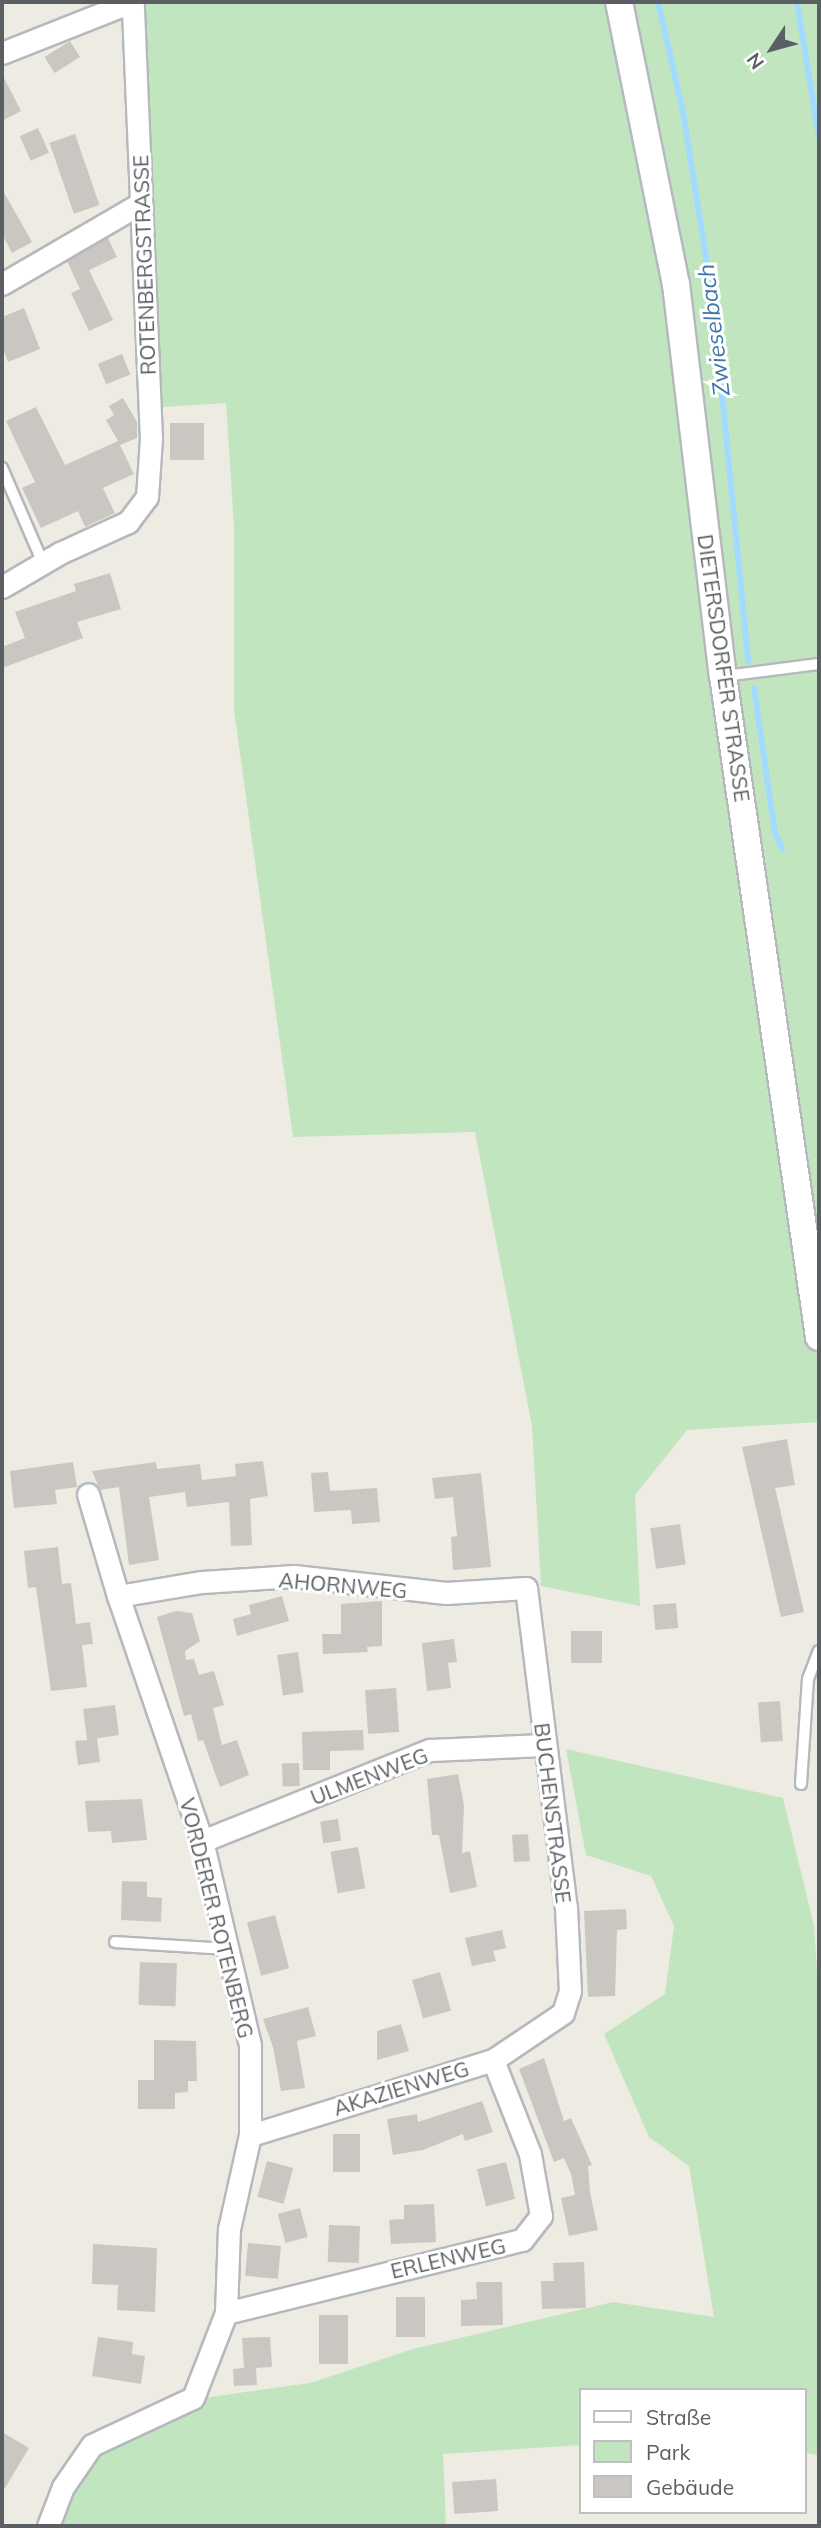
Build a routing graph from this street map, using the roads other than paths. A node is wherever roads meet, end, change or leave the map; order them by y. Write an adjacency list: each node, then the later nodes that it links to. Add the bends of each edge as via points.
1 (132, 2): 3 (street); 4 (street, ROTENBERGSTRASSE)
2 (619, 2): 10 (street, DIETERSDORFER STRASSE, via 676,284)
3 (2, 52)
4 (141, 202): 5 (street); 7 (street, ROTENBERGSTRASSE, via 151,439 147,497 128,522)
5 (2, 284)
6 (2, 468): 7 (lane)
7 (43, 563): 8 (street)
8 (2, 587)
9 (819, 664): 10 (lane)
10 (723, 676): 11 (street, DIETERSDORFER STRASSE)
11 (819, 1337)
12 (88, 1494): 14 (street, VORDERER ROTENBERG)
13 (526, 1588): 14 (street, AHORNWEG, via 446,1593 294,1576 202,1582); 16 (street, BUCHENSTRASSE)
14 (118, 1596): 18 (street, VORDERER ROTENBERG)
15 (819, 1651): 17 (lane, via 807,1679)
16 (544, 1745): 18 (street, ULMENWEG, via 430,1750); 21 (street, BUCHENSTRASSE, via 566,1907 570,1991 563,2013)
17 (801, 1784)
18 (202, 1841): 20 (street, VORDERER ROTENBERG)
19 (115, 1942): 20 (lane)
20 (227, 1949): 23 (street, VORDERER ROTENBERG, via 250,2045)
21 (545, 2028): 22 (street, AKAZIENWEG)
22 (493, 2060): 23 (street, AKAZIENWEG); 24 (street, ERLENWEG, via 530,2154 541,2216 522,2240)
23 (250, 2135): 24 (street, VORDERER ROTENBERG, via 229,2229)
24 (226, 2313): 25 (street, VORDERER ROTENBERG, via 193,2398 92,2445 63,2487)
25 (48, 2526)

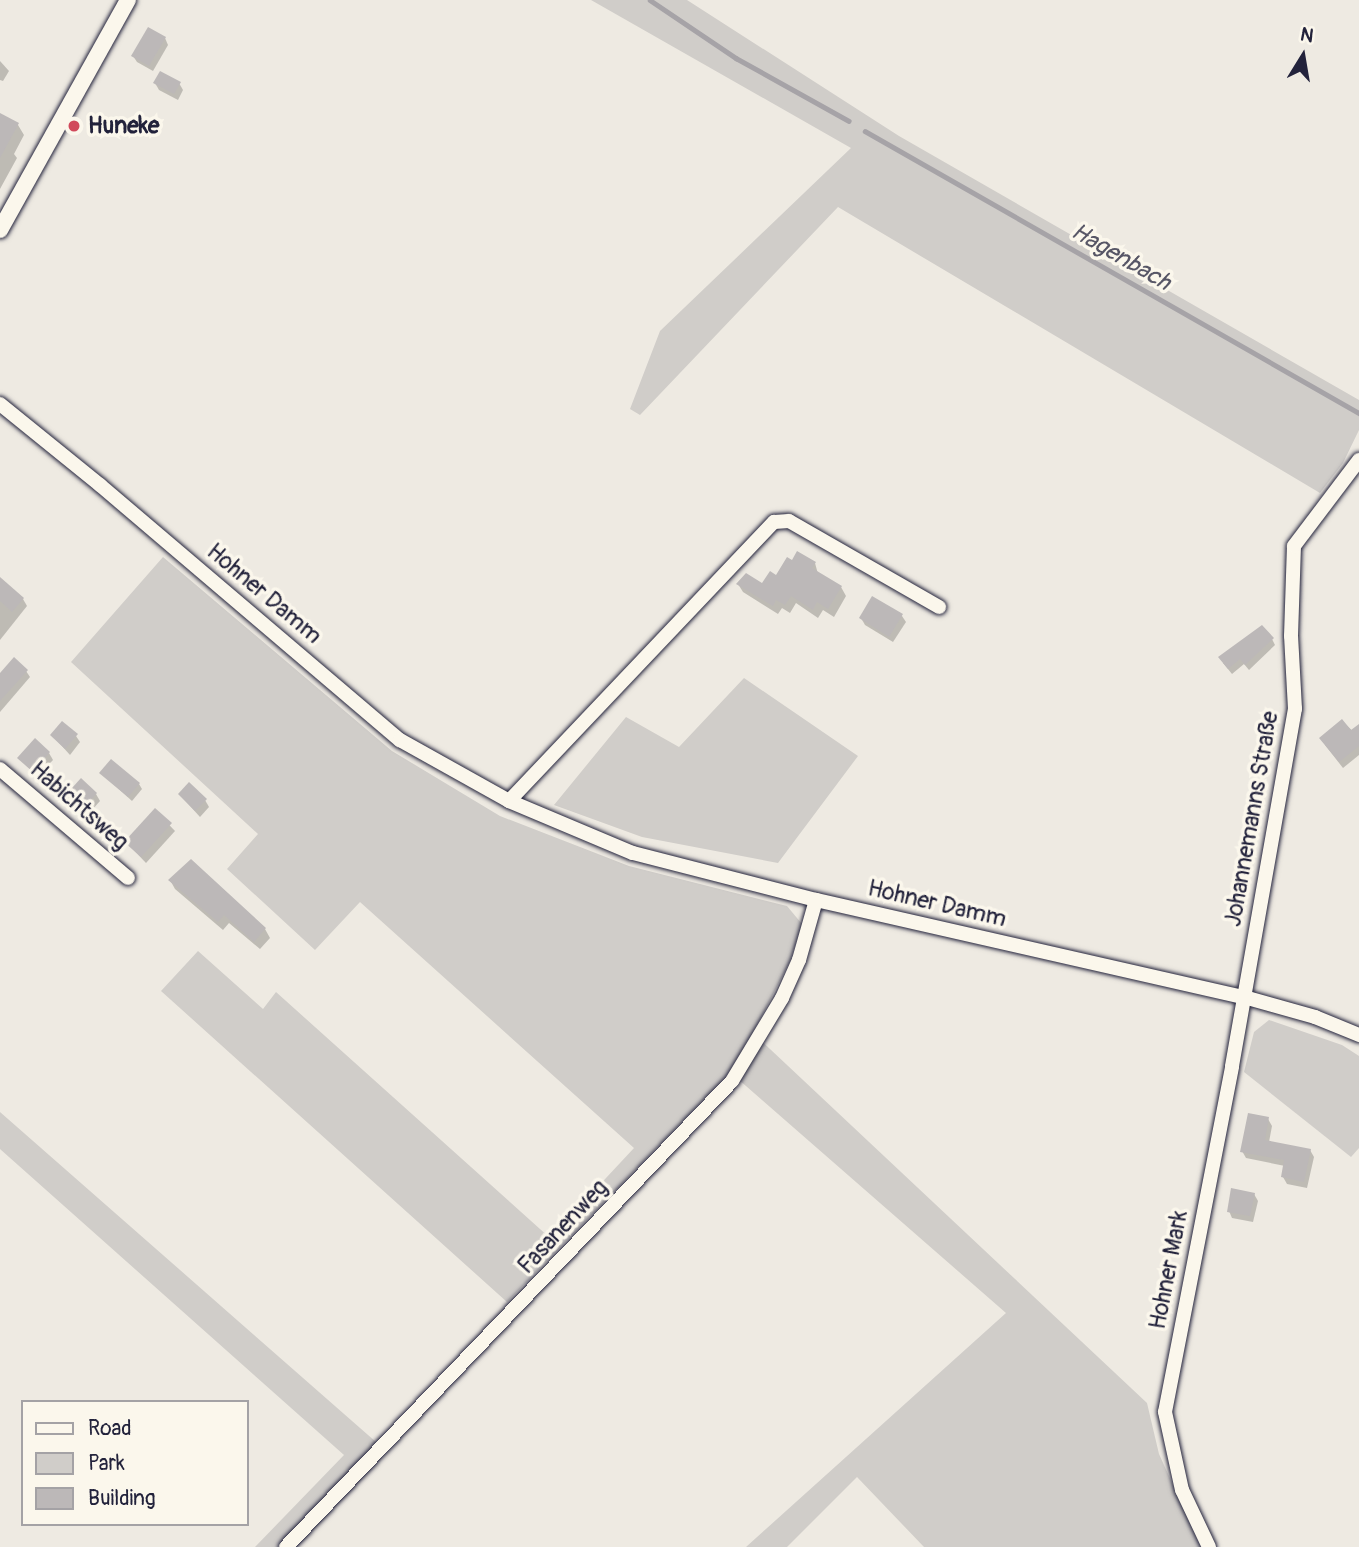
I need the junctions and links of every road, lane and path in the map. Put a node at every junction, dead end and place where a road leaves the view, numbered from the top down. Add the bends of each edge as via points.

____

Assignment: Could you print the material above word for word and skip the images?

Solution to the exercise:
Build a routing graph from this street map, using the roads other than paths. A node is wherever roads meet, end, change or leave the map; order them by y. Write an adjacency list: each node, then the later nodes that it links to. Add the bends of each edge as via points.
1 (132, 2): 3 (street); 4 (street, ROTENBERGSTRASSE)
2 (619, 2): 10 (street, DIETERSDORFER STRASSE, via 676,284)
3 (2, 52)
4 (141, 202): 5 (street); 7 (street, ROTENBERGSTRASSE, via 151,439 147,497 128,522)
5 (2, 284)
6 (2, 468): 7 (lane)
7 (43, 563): 8 (street)
8 (2, 587)
9 (819, 664): 10 (lane)
10 (723, 676): 11 (street, DIETERSDORFER STRASSE)
11 (819, 1337)
12 (88, 1494): 14 (street, VORDERER ROTENBERG)
13 (526, 1588): 14 (street, AHORNWEG, via 446,1593 294,1576 202,1582); 16 (street, BUCHENSTRASSE)
14 (118, 1596): 18 (street, VORDERER ROTENBERG)
15 (819, 1651): 17 (lane, via 807,1679)
16 (544, 1745): 18 (street, ULMENWEG, via 430,1750); 21 (street, BUCHENSTRASSE, via 566,1907 570,1991 563,2013)
17 (801, 1784)
18 (202, 1841): 20 (street, VORDERER ROTENBERG)
19 (115, 1942): 20 (lane)
20 (227, 1949): 23 (street, VORDERER ROTENBERG, via 250,2045)
21 (545, 2028): 22 (street, AKAZIENWEG)
22 (493, 2060): 23 (street, AKAZIENWEG); 24 (street, ERLENWEG, via 530,2154 541,2216 522,2240)
23 (250, 2135): 24 (street, VORDERER ROTENBERG, via 229,2229)
24 (226, 2313): 25 (street, VORDERER ROTENBERG, via 193,2398 92,2445 63,2487)
25 (48, 2526)

I need the junctions and links of every road, lane and path in the map. Put a node at every junction, dead end and place where a road leaves the view, numbered from the top down. Add the bends of each edge as via points.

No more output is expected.